4. Mme C... soutient, en second lieu, avoir fait l'objet d'une mise à l'écart du service puis d'une véritable ostracisation. Elle soutient ne pas avoir été associée à la rédaction d'un communiqué de presse commun des maires d'Argenteuil, Cormeilles, Sartrouville et Bezons sur un sujet relevant de ses missions au sein de la communauté d'agglomération, et que les membres du cabinet du maire de Bezons seraient partis régulièrement déjeuner sans elle. Toutefois, ces agissements ne permettent pas faire présumer l'existence d'un harcèlement moral. Elle dénonce ensuite s'être retrouvée sans missions à la suite de ses accusations de harcèlement moral à l'encontre du directeur de cabinet et reproche à la communauté d'agglomération Argenteuil-Bezons et à la commune de Bezons qui, bien qu'alertées par ses soins, de les avoir laissés se poursuivre jusqu'au terme de son contrat le 31 décembre 2015. Si ces agissements dont la matérialité est établie et n'est pas contestée par la commune de Bezons, sont susceptibles de faire présumer l'existence d'agissements de harcèlement moral, la commune établit en défense que la requérante s'est elle-même ostracisée par son comportement, ses accusations non fondées, et surtout par son refus d'être affectée sur un poste de chargée de mission sur un projet culturel au sein de la communauté d'agglomération afin de l'éloigner du cabinet du maire de Bezons et ainsi préserver sa santé, conduisant le conseiller communautaire à faire transiter les dossiers par la directrice de cabinet de la communauté d'agglomération puis à la dessaisir de ses dossiers. Ainsi, eu égard à son comportement et son refus de changement d'affectation, Mme C... ne peut sérieusement se plaindre d'avoir été écartée de ses missions puis ostracisée. Il résulte de ce qui précède que la commune de Bezons établit que les agissements dénoncés par Mme C... sont étrangers à tout harcèlement.

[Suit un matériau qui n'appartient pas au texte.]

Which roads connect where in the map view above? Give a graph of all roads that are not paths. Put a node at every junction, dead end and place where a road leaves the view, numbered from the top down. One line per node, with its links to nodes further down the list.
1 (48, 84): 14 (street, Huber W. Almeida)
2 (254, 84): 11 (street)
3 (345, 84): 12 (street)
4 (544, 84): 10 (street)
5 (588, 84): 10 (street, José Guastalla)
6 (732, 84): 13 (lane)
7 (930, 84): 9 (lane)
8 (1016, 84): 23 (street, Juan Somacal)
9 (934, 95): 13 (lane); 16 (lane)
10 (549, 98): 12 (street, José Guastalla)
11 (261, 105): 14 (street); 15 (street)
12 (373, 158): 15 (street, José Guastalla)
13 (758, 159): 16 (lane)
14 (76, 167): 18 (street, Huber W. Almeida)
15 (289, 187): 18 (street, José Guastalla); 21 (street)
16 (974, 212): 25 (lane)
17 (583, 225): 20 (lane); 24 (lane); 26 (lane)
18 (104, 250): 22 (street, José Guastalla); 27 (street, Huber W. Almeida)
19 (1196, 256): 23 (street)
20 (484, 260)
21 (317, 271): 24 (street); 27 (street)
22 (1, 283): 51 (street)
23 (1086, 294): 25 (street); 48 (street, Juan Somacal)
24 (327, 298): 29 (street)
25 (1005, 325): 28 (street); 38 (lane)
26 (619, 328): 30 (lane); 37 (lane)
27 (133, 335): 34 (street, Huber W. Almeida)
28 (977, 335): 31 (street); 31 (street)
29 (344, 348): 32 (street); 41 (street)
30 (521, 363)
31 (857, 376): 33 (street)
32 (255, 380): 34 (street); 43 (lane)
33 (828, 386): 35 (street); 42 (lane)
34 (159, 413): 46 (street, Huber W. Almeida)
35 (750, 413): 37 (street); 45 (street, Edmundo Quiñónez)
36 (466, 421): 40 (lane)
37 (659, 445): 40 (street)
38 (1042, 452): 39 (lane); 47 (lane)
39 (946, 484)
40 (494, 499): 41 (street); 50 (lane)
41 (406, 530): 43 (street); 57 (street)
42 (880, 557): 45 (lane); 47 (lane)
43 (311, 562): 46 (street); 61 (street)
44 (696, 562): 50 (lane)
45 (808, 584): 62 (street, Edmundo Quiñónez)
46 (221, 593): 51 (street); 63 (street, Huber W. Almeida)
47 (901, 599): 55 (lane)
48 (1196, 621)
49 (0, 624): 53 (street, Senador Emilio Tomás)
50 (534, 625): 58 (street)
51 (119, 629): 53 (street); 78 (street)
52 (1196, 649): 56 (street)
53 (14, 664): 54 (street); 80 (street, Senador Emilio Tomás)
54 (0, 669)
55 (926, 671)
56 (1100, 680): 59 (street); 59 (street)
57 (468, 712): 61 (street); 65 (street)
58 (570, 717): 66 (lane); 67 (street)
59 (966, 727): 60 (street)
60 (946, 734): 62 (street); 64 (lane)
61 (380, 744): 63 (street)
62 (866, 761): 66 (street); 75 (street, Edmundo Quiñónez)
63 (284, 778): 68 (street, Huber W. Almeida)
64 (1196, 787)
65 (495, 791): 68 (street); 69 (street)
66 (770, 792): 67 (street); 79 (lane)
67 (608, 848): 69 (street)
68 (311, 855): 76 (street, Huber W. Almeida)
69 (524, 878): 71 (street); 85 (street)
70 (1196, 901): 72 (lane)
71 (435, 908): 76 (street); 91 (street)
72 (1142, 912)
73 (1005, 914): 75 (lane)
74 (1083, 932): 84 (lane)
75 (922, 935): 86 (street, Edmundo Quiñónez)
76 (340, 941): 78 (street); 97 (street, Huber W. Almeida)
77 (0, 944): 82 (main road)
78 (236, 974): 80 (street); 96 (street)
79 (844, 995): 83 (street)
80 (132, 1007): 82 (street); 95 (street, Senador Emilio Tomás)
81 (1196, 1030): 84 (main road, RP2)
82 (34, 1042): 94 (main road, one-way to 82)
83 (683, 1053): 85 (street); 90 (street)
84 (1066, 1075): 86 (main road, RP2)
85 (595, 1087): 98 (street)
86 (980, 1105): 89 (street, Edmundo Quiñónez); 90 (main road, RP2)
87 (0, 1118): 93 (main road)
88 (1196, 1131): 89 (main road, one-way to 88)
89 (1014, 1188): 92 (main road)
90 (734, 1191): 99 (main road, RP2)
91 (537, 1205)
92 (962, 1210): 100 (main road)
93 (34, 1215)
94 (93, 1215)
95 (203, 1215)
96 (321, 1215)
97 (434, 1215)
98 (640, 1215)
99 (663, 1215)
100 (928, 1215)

5. Il résulte de ce qui a été dit aux points 3 et 4 que ni la responsabilité de la commune de Bezons ni celle de la communauté d'agglomération Argenteuil-Bezons ne peut être engagée.

6. Il résulte de tout ce qui précède, et sans qu'il soit besoin de statuer sur la fin de non-recevoir partielle opposée par la commune de Bezons en défense, que Mme C... n'est pas fondée à soutenir que c'est à tort que, par le jugement attaqué, le Tribunal administratif de Cergy-Pontoise a rejeté ses conclusions tendant à la condamnation solidaire de la communauté d'agglomération Argenteuil-Bezons représentée par son liquidateur et de la commune de Bezons à lui verser la somme de 20 000 euros en réparation du préjudice au titre du harcèlement moral qu'elle estime avoir subi.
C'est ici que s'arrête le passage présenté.